Jeśli chodzi o moją wadę wzroku, to niestety nie jest ona ani zbyt mała, ani zbyt prosta . Obserwuję głównie prawym okiem, w którym mam wadę sferyczną -4 dioptrie i dodatkowo nieznaczną wadę cylindryczną (niestety, nie pamiętam wartości). W oku lewym mam tylko wadę sferyczną -2,5 dioptrii. Teoretycznie mogę obserwować bez okularów na nosie, ale z praktyki wiem, że po dwóch godzinach moje oczy mają dosyć. Szkła kontaktowe to jest pewne rozwiązanie, do którego jednak ciągle nie mogę się przekonać (syndrom "obcego ciała" w oku).
Jeśli chodzi o warunki, w jakich używam teleskopu, to są one dalekie od miejskich a nawet podmiejskich. Od miejsca obserwacji, do najbliższego dużego miasta mam 40 km, w pobliżu nie mam żadnych innych źródeł światła typu latarnie uliczne, sąsiedzi itp. więc przy dobrej przejrzystości nieba zasięg okiem nieuzbrojonym często przekracza +6 - +6,5m.

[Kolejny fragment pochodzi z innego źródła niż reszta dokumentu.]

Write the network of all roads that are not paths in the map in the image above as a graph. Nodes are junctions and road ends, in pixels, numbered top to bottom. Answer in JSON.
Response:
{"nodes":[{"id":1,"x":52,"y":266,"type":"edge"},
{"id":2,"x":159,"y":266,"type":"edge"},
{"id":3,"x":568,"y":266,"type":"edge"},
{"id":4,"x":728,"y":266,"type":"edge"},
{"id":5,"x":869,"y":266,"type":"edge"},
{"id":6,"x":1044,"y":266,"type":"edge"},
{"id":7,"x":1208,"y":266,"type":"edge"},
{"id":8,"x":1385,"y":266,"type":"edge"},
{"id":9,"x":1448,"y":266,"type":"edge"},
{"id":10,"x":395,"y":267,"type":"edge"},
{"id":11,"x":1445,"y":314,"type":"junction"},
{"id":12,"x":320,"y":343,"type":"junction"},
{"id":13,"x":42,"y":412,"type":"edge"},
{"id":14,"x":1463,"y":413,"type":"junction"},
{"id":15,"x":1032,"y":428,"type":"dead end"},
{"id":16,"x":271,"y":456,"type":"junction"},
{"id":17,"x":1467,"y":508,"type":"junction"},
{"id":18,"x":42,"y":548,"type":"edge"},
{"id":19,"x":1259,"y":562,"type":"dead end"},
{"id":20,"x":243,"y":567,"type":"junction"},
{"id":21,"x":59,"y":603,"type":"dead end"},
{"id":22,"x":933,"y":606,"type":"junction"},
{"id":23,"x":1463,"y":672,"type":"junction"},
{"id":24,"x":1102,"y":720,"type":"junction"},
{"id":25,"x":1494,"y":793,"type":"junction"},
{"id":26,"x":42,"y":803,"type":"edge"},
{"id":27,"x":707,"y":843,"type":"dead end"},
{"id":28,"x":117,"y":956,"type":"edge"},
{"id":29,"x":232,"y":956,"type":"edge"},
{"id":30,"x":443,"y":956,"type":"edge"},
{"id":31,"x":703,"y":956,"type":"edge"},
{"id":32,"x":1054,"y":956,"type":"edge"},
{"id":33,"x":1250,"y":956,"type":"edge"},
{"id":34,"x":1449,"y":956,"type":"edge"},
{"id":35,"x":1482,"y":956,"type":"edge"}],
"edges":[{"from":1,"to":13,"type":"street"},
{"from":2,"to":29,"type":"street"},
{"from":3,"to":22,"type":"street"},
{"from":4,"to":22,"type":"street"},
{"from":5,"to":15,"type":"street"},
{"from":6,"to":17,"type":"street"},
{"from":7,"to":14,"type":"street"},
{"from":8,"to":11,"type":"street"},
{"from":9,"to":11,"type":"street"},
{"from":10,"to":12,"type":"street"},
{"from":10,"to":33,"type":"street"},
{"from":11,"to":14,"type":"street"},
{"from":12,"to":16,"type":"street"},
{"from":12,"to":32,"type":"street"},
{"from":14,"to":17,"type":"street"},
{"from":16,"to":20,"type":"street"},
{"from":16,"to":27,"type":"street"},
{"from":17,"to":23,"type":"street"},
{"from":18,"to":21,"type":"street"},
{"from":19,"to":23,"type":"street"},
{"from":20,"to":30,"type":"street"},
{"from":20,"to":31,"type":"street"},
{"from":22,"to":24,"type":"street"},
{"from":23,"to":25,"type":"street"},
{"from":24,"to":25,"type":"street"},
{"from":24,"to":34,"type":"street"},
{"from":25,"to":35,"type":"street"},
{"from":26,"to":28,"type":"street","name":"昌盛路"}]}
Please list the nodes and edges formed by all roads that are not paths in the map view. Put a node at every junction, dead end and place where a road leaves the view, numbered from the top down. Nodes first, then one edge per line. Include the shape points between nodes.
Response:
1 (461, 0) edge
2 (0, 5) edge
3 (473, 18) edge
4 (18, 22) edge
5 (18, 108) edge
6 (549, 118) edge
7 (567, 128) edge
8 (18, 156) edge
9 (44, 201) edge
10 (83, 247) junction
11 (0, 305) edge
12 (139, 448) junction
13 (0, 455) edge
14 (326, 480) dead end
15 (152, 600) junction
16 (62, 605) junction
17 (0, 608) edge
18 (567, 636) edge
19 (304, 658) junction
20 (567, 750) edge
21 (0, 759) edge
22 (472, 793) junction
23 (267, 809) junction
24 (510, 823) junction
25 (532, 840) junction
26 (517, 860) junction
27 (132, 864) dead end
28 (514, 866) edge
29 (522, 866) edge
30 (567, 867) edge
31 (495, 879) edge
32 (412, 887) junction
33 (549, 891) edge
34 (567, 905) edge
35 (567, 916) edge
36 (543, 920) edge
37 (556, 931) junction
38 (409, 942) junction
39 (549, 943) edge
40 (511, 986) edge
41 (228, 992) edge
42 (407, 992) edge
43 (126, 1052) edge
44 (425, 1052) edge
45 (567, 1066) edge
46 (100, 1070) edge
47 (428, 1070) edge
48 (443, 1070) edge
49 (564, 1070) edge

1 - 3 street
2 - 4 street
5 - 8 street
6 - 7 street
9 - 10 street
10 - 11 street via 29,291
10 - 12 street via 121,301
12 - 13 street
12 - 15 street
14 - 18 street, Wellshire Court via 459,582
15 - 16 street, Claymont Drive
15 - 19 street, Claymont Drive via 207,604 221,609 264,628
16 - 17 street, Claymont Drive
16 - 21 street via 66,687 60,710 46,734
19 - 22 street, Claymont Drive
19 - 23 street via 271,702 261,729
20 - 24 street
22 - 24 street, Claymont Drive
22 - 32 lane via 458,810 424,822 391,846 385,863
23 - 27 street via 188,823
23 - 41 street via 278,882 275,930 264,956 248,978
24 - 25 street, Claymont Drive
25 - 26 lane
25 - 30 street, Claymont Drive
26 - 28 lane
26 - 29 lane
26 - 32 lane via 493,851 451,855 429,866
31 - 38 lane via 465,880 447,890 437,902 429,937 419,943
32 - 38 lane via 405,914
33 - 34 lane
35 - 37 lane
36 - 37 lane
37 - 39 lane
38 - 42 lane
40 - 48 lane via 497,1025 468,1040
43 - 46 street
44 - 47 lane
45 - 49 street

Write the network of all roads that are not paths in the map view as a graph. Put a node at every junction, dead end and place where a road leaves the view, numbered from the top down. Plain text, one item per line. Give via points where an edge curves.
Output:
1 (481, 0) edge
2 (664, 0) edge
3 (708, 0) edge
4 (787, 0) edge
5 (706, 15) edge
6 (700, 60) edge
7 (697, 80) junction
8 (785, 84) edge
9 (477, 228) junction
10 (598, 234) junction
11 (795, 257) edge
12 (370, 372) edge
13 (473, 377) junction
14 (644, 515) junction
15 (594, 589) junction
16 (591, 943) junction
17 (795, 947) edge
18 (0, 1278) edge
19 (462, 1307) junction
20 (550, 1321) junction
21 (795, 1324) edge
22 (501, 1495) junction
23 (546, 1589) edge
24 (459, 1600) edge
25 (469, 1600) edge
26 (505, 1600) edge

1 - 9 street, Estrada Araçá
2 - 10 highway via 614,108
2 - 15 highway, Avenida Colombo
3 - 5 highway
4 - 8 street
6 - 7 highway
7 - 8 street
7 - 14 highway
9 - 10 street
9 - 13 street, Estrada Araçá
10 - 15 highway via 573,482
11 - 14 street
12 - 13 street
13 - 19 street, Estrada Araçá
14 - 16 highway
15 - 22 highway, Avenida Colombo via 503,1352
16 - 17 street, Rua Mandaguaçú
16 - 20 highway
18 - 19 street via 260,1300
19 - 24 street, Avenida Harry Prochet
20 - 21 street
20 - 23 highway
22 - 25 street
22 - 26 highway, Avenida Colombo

Mam pytanie dodatkowe do Hansa (któremu dziękuję za obszerny, wyjaśniający post) ale i pozostałych Kolegów: czy tak duży i w sumie ciężki okular jak np. Vixen LVW (waży chyba ok. 0,5 kg) nie jest zbyt dużym obciążeniem dla fabrycznego wyciągu w Syncie 150/750? Spotkałem się z opinią, że tak ciężkie okulary mogą wymagać wymiany wyciągu fabrycznego na mocniejszy, gdyż ten fabryczny jest zbyt słaby i może szybko się wypracować.